Il n’est pas étonnant par conséquent que l’homme préhistorique ait choisi le lieu souterrain de la grotte pour peindre ses visions, éclairées par la seule lueur des flammes, anticipant le cinéma moderne au sein duquel les spectateurs se blottissent les uns les autres dans le noir, rendus à leurs émotions primaires, jouissives, mortelles, régressives. La nuit est un miroir interne, un écran intérieur. Lieu du souvenir, de la mémoire perdue, du logis placentaire.

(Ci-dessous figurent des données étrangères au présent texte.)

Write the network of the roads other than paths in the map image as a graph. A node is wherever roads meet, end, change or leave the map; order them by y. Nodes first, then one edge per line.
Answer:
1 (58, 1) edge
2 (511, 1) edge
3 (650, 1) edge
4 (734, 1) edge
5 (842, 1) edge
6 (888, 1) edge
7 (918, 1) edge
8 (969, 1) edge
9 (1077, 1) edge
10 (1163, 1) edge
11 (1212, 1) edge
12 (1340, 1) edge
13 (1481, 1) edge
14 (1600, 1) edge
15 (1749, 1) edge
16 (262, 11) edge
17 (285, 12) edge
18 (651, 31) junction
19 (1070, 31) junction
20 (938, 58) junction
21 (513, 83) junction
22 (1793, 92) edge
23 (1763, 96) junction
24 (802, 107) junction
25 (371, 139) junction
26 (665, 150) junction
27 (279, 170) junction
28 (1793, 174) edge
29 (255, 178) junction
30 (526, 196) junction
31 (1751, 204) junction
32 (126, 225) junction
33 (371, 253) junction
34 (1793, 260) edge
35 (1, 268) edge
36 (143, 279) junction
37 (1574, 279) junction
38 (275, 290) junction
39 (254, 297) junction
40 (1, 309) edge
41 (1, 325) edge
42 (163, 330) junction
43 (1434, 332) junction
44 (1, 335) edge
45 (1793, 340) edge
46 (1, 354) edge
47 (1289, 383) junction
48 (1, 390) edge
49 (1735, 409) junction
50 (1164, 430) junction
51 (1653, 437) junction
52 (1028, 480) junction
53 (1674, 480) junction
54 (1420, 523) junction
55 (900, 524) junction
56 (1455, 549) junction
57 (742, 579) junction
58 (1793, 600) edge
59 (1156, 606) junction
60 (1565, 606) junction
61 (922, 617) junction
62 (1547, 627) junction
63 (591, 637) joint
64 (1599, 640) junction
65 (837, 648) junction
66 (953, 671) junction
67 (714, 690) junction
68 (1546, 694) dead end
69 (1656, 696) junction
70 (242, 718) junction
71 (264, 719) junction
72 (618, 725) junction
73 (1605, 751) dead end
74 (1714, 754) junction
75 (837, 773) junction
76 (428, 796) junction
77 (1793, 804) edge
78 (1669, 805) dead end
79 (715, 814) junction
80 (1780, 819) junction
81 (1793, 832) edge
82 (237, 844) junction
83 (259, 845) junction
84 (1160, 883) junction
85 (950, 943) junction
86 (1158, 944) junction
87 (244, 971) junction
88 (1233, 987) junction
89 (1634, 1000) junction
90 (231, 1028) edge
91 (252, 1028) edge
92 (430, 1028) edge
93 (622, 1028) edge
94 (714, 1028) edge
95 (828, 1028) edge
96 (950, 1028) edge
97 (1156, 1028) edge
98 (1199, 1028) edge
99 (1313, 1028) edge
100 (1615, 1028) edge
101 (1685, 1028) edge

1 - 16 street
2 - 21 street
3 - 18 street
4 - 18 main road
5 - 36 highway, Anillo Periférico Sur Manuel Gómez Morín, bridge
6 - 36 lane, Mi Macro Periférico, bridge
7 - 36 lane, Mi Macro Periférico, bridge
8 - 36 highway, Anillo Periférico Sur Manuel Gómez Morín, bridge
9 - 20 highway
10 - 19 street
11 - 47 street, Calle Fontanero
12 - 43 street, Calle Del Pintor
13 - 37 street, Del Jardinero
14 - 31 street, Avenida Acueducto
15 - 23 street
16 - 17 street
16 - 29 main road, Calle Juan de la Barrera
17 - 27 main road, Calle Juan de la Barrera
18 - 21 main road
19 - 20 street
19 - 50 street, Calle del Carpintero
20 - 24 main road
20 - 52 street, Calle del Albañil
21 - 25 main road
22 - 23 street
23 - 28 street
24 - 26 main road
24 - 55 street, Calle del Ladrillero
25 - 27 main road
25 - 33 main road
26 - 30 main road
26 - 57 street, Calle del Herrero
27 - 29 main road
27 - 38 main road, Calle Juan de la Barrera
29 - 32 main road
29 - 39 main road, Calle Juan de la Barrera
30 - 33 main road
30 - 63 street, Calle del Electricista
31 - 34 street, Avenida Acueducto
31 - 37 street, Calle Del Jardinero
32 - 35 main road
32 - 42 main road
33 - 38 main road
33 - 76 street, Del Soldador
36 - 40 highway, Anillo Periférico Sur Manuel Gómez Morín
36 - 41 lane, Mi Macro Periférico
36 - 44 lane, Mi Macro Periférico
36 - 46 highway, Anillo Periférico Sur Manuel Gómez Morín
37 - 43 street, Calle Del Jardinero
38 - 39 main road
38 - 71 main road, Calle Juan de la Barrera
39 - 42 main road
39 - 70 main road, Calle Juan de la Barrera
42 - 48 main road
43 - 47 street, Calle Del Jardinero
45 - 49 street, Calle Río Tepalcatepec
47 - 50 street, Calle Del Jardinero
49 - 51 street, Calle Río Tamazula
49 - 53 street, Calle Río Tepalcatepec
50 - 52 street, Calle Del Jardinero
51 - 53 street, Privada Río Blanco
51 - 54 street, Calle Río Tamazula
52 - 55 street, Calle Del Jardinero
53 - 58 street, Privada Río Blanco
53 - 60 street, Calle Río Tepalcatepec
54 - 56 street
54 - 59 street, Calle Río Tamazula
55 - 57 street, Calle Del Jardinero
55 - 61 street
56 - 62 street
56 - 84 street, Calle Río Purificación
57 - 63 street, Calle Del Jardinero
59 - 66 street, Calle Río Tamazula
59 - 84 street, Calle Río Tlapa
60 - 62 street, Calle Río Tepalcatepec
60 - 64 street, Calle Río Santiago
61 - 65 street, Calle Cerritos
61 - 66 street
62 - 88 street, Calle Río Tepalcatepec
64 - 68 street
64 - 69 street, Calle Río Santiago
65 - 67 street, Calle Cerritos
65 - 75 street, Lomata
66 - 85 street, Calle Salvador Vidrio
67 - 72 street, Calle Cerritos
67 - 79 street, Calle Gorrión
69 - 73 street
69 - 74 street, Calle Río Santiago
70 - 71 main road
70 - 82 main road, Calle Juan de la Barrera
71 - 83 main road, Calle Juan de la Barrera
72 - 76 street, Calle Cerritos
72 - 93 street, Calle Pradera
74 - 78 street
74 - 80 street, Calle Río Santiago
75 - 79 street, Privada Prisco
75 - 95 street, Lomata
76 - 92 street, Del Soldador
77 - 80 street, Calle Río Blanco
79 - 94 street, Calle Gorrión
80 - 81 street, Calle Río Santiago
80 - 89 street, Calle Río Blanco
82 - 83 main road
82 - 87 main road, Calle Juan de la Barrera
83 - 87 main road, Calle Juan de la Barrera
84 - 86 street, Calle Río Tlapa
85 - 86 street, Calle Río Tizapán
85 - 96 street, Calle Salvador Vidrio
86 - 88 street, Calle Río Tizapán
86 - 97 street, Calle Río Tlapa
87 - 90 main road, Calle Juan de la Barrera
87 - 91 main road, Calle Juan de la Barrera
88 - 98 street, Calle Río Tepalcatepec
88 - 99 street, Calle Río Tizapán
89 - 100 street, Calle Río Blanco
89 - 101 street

Philippe Halsman, « Prenatal Memory », série « Salvador Dalí », 1942

Si nous dépassons les parois peuplées en abondances animales et pénétrons plus avant dans la grotte de Lascaux, le boyau se fait plus étroit et aboutit à l’anfractuosité la moins accessible de la grotte qui se prolonge en forme de « puits ». Cette cavité recèle l’unique représentation humaine de la grotte, du moins représentation quasi-humaine. A gauche d’un bison énorme qui se vide de ses entrailles et semble montrer ses cornes se tient un homme à tête d’oiseau, le corps raide, les bras écartés. Il est allongé ou en train de tomber en arrière, position qui suggère a priori la mort. Le caractère remarquable, étrange de cette figuration vient du fait que l’homme est ithyphallique. Pour compléter la description, on peut préciser que le bison est transpercé d’une sagaie, à moins que celle-ci ne soit simplement posée sur son bas-ventre, et que ses viscères jonchent le sol ; enfin, à côté de l’homme, légèrement en dessous, à la verticale, se trouve un bâton prolongé de la même tête d’oiseau dont ce dernier est pourvu.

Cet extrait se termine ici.